Wussten Sie, ...

... dass ZEISS Produkte einen Kometen umkreisen?

Meldet er sich oder nicht? Das war die Frage am 12. März 2015, als die Rosetta-Sonde der Europäischen Weltraumorganisation ESA zum ersten Mal nach mehreren Monaten versuchte, Signale der Landeeinheit Philae auf dem 500 Millionen Kilometer von der Erde entfernten Kometen Tschurjumov-Gerasimenko zu empfangen. Aber noch schläft das Minilabor. Es wird nun mit dem Kometen auf seiner Umlaufbahn näher zur Sonne kommen und – so hofft man - mehr Energie tanken. Dann könnte es wieder aktiv werden und weitere Information an die Erde senden.

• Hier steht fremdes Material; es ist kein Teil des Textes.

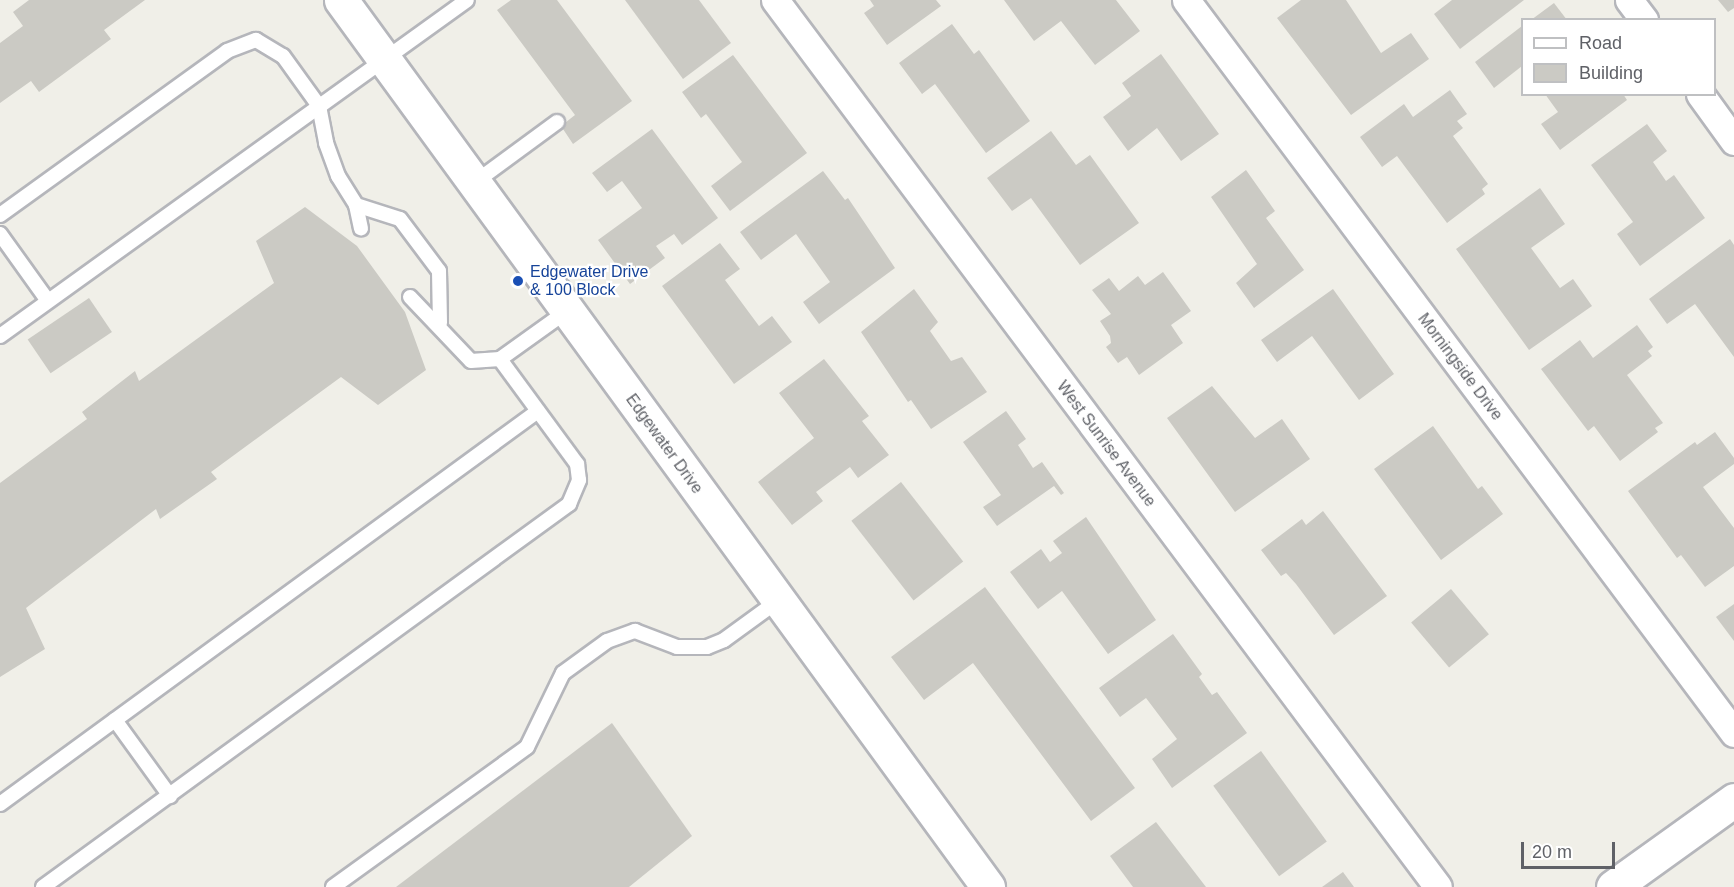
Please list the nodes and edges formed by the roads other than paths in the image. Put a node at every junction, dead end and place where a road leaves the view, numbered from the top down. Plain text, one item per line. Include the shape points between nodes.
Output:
1 (341, 0) edge
2 (467, 0) edge
3 (775, 0) edge
4 (1186, 0) edge
5 (1629, 0) edge
6 (1642, 18) edge
7 (383, 58) junction
8 (1701, 96) edge
9 (319, 106) junction
10 (557, 122) dead end
11 (1734, 141) edge
12 (474, 183) junction
13 (356, 205) junction
14 (0, 216) edge
15 (361, 228) dead end
16 (0, 234) edge
17 (410, 297) dead end
18 (48, 301) junction
19 (567, 311) junction
20 (440, 323) junction
21 (0, 336) edge
22 (500, 359) junction
23 (538, 411) junction
24 (779, 600) junction
25 (115, 720) junction
26 (1734, 733) edge
27 (170, 796) junction
28 (1734, 800) edge
29 (0, 804) edge
30 (44, 887) edge
31 (333, 887) edge
32 (988, 887) edge
33 (1437, 887) edge
34 (1613, 887) edge

1 - 7 street, Edgewater Drive
2 - 7 lane
3 - 33 street, West Sunrise Avenue
4 - 26 street, Morningside Drive
5 - 6 street
7 - 9 lane
7 - 12 street, Edgewater Drive
8 - 11 street
9 - 13 lane via 338,176
9 - 14 lane via 283,56 270,45 256,40 244,43
9 - 18 lane
10 - 12 lane
12 - 19 street, Edgewater Drive
13 - 15 lane
13 - 20 lane via 400,219 439,271
16 - 18 lane
17 - 20 lane
18 - 21 lane
19 - 22 lane
19 - 24 street, Edgewater Drive
20 - 22 lane via 471,360
22 - 23 lane
23 - 25 lane
23 - 27 lane via 577,465 579,480 569,504
24 - 31 lane via 724,640 707,647 676,647 635,631 607,641 563,673 527,747
24 - 32 street, Edgewater Drive
25 - 27 lane
25 - 29 lane
27 - 30 lane
28 - 34 street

Die Rosetta-Mission gilt als einzigartiger Erfolg. Denn nach zehnjähriger Reisezeit der europäischen Mutter-Raumsonde gelang die Landung von Philae auf dem Kometen. Genau an diesem Prozess waren maßgeblich zwei hochkomplexe Spektrometersysteme beteiligt, die mit Gittern von ZEISS ausgestattet sind: ein VIRTIS-H mit hoher und ein VIRTIS-M mit mittlerer Auflösung im infraroten und sichtbaren Spektralbereich sind auf Rosetta angebracht. Diese wurden gemeinsam mit Kameras unter anderem dazu verwendet, den optimalen Landeplatz von Philae mit einer Genauigkeit von zwei bis drei Metern zu ermitteln. „Wir haben die optischen Gitter speziell für die spektroskopischen Anforderungen der Rosetta-Mission entwickelt und mit einer sehr aufwendigen Technologie gefertigt“, erinnert sich Dr. Klaus Heidemann, der von 1997 bis 2000 die Entwicklung und Fertigung der Rosetta-Gitter leitete. „Entstanden ist das komplexeste Gitter, das wir jemals ausgeliefert haben.“

Zwei Tage lang arbeiteten die Philae-Instrumente. Das Minilabor konnte wertvolle Daten über die Beschaffenheit des Kometen zur Erde senden. Dann war die Batterie planmäßig erschöpft und die Forscher hoffen nun, dass sich die zweite, solarbetriebene Batterieeinheit auflädt. Unabhängig davon nimmt die Rosetta-Sonde den Kometen weiterhin mit ihren elf Instrumenten genau unter die Lupe. Die Mission soll noch bis Ende 2015 dauern. Dabei werden auch die ZEISS Spektralgitter auf der Muttersonde weiter ihre Kreise um den Kometen ziehen.